======== Provided information ========

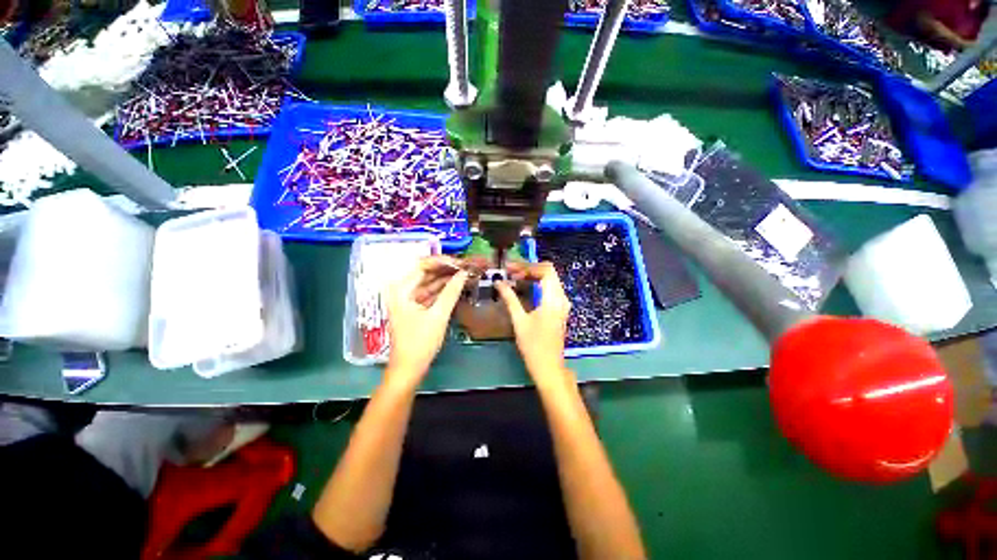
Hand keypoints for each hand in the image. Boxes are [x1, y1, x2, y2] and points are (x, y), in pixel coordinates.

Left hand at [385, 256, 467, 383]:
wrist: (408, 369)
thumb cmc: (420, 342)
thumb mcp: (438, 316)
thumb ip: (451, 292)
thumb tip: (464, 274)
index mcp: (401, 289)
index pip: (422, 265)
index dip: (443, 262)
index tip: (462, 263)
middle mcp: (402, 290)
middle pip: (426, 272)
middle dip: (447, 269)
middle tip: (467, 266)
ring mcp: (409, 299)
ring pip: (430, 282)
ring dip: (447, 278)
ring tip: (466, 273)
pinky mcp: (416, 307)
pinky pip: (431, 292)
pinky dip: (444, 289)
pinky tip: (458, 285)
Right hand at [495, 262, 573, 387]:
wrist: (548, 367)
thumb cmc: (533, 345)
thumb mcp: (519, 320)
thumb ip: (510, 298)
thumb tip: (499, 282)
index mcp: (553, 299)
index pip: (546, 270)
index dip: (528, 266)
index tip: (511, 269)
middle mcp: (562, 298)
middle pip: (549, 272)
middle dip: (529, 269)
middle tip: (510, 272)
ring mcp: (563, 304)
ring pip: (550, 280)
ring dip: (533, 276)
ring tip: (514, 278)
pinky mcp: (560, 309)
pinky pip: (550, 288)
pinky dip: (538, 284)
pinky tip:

========

Aim of the exercise: Only the lines from the one with "ring dip: (447, 278)" to the end of the entries above belong in your answer. Retype them exactly.

Output:
ring dip: (447, 278)
ring tip: (466, 273)
pinky mcp: (416, 307)
pinky pip: (431, 292)
pinky dip: (444, 289)
pinky tip: (458, 285)
Right hand at [495, 262, 573, 387]:
wrist: (548, 367)
thumb cmc: (533, 345)
thumb mcp: (519, 320)
thumb ip: (510, 298)
thumb tip: (499, 282)
index mcp: (553, 299)
index pip: (546, 270)
index dip: (528, 266)
index tip: (511, 269)
middle mcp: (562, 298)
middle pip: (549, 272)
middle dip: (529, 269)
middle tip: (510, 272)
ring mcp: (563, 304)
ring pip: (550, 280)
ring dip: (533, 276)
ring tip: (514, 278)
pinky mcp: (560, 309)
pinky pip: (550, 288)
pinky dip: (538, 284)
pinky tip:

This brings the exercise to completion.